The Parliamentary Library of Australia (or Commonwealth Parliamentary Library) is the library of the Parliament of Australia, administered by its Department of Parliamentary Services. It provides library services to elected officials, namely members of the Senate and House of Representatives, as well as their staff, parliamentary committees, the Governor-General of Australia, and the staff of parliamentary departments.

==History==
The library was established in 1901, the year of the federation of the Commonwealth of Australia.

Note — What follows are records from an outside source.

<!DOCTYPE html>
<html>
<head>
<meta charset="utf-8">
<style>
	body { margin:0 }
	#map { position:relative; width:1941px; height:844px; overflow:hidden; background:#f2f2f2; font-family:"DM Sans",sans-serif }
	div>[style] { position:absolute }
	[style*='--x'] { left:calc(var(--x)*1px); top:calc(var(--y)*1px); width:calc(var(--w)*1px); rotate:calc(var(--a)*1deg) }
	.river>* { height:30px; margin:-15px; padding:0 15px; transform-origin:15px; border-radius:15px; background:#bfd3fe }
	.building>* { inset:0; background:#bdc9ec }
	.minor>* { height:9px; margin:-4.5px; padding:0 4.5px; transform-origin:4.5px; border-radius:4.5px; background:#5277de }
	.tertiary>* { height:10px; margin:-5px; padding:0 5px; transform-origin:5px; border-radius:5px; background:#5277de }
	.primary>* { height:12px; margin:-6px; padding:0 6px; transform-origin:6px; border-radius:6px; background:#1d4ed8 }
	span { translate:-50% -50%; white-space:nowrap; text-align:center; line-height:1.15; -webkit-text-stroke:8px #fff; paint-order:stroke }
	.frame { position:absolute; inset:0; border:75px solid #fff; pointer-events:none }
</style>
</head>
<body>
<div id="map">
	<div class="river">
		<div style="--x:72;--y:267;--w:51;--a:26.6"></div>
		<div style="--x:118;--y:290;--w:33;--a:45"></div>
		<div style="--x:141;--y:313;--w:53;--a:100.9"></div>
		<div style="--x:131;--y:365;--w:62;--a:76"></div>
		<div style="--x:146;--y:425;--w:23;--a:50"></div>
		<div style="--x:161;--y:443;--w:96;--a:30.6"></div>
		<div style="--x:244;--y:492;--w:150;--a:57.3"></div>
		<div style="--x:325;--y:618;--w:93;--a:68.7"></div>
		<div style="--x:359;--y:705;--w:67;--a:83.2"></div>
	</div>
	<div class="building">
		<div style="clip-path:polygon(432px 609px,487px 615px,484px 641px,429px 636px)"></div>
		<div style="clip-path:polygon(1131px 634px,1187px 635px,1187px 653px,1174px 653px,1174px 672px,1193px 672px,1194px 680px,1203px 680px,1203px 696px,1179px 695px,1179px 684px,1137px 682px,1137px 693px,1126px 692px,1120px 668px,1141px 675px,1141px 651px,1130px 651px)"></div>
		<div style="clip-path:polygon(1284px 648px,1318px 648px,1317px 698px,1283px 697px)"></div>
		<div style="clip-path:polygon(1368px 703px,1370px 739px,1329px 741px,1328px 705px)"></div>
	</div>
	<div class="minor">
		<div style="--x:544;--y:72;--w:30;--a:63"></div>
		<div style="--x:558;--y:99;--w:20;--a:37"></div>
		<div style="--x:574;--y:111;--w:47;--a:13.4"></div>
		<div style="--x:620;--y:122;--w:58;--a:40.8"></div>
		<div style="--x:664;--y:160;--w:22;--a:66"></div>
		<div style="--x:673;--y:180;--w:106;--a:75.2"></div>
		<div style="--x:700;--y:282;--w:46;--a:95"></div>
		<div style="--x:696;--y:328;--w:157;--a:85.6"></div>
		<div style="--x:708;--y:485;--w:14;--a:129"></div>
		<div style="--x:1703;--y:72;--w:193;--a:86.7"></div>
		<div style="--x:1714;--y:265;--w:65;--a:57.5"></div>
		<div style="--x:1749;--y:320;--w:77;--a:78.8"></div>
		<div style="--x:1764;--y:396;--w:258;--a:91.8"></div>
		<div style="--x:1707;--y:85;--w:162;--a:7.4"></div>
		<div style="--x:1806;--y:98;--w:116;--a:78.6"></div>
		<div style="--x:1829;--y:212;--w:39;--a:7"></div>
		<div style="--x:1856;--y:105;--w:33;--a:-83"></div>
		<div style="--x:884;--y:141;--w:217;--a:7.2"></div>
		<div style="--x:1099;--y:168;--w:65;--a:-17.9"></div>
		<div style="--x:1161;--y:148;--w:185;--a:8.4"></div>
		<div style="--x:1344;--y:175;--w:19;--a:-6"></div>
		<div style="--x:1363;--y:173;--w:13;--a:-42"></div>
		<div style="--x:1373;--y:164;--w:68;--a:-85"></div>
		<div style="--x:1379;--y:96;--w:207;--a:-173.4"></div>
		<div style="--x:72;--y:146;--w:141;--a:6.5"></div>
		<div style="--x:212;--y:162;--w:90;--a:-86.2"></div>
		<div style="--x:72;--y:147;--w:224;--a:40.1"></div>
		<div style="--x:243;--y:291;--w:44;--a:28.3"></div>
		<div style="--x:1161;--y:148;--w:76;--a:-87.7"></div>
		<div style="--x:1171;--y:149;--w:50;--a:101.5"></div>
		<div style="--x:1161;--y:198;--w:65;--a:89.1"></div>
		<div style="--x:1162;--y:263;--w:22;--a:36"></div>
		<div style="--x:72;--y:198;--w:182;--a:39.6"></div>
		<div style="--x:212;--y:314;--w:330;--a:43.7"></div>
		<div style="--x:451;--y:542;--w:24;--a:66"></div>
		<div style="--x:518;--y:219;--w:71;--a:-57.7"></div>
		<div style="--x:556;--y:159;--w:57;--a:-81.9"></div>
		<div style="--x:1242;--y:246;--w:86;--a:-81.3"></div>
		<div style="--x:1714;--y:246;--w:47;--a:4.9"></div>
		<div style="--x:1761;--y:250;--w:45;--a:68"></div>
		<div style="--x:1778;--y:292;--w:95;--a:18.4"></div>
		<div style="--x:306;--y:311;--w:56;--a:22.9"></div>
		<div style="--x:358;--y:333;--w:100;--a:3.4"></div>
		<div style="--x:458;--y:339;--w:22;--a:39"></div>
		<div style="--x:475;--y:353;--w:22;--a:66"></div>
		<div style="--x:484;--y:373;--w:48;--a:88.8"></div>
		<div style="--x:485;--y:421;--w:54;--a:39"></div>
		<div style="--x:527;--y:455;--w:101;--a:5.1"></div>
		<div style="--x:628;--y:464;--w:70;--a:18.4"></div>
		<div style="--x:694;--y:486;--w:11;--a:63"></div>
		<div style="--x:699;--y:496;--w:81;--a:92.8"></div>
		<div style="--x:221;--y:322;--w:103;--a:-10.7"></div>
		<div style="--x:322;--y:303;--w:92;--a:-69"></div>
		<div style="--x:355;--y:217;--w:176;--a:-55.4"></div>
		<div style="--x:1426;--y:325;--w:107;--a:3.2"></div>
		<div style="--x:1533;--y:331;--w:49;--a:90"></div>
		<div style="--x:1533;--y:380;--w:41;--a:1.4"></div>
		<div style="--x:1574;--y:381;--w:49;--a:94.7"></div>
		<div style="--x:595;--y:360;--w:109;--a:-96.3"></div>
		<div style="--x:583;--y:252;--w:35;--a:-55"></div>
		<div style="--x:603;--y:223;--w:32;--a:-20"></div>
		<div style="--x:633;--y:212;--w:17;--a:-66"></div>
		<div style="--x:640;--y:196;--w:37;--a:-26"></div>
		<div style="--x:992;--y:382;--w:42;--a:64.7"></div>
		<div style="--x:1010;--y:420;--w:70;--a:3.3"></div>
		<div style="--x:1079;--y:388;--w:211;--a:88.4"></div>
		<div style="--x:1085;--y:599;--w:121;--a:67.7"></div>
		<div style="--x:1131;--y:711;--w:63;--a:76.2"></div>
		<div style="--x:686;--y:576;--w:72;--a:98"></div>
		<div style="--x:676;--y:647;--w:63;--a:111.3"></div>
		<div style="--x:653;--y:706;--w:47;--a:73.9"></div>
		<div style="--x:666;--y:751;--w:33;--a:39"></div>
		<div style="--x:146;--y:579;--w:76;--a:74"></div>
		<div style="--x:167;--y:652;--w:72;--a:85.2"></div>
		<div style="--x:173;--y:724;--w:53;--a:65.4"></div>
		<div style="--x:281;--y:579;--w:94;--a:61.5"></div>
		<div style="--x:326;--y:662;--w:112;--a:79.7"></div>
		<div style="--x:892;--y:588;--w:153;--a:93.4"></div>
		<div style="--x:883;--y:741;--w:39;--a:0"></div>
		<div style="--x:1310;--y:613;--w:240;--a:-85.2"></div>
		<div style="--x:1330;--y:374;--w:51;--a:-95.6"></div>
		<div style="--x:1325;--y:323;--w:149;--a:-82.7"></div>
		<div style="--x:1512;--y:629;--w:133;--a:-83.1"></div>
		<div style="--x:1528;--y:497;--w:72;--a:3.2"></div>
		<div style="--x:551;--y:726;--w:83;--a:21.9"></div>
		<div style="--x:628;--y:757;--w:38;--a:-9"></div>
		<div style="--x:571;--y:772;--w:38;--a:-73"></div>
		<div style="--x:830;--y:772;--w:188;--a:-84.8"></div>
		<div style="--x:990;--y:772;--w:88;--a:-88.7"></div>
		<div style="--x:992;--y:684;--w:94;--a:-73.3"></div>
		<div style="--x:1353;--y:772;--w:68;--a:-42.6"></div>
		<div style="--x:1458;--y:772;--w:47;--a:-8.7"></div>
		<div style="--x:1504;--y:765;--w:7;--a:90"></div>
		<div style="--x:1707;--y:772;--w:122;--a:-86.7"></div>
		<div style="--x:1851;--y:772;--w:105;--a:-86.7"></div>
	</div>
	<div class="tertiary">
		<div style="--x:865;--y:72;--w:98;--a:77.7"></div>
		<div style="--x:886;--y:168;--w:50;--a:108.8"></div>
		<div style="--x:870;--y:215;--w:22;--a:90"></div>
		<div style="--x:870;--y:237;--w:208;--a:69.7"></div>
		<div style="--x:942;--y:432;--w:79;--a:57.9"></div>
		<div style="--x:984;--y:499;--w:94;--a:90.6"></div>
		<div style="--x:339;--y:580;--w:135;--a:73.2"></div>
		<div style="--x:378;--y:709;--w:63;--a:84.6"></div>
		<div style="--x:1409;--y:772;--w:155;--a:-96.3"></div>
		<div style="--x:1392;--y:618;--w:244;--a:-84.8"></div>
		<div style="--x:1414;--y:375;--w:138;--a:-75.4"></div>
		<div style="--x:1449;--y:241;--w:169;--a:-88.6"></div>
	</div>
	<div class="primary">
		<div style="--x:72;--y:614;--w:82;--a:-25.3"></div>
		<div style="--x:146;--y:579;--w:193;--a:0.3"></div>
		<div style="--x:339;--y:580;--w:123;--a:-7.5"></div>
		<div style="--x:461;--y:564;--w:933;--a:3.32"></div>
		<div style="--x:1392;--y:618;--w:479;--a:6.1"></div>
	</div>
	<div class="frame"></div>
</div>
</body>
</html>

Control of the new library was controversial as the fledgling parliament was located in Melbourne where the Victorian premier and the library committee of the State Library of Victoria sought to influence the control and management of the library.

From 1923 the library used two names describing the two roles and two collections Commonwealth Parliament Library which designated the parliamentary collection and Commonwealth National Library to designate the national collection. The collections were relocated from Melbourne to Canberra in 1927.

Sir Harold White served as Parliamentary Librarian from 1947 to 1967. In 1960 the National Library of Australia was created by act of parliament. The collections were separated when the National Library of Australia building was completed.

==Organisation and services==

The Parliamentary Library lies within the Department of Parliamentary Services (DPS), one of four departments supporting the functioning of Parliament.

The staff of the Library is led by the Parliamentary Librarian, a statutory officer responsible for the control and management of the Library, who is on the DPS Executive Committee. This committee is the department's primary governance body, comprising the Secretary (chair), Deputy Secretary, Parliamentary Librarian, Chief Operating Officer, Chief Information Officer, First Assistant Secretary for Building and Security Division and Chief Finance Officer.

As of May 2020, the Parliamentary Librarian is Dr Dianne Heriot. First appointed in February 2012, her five-year term was extended on 10 May 2017.

The staff provide a media monitoring service, research and analysis as well as managing the library collection.

The Parliamentary Library publishes the Australian Parliamentary Handbook, which provides information about Parliament including the parliamentary service and political careers of Senators and Members, parliamentary committees and elections.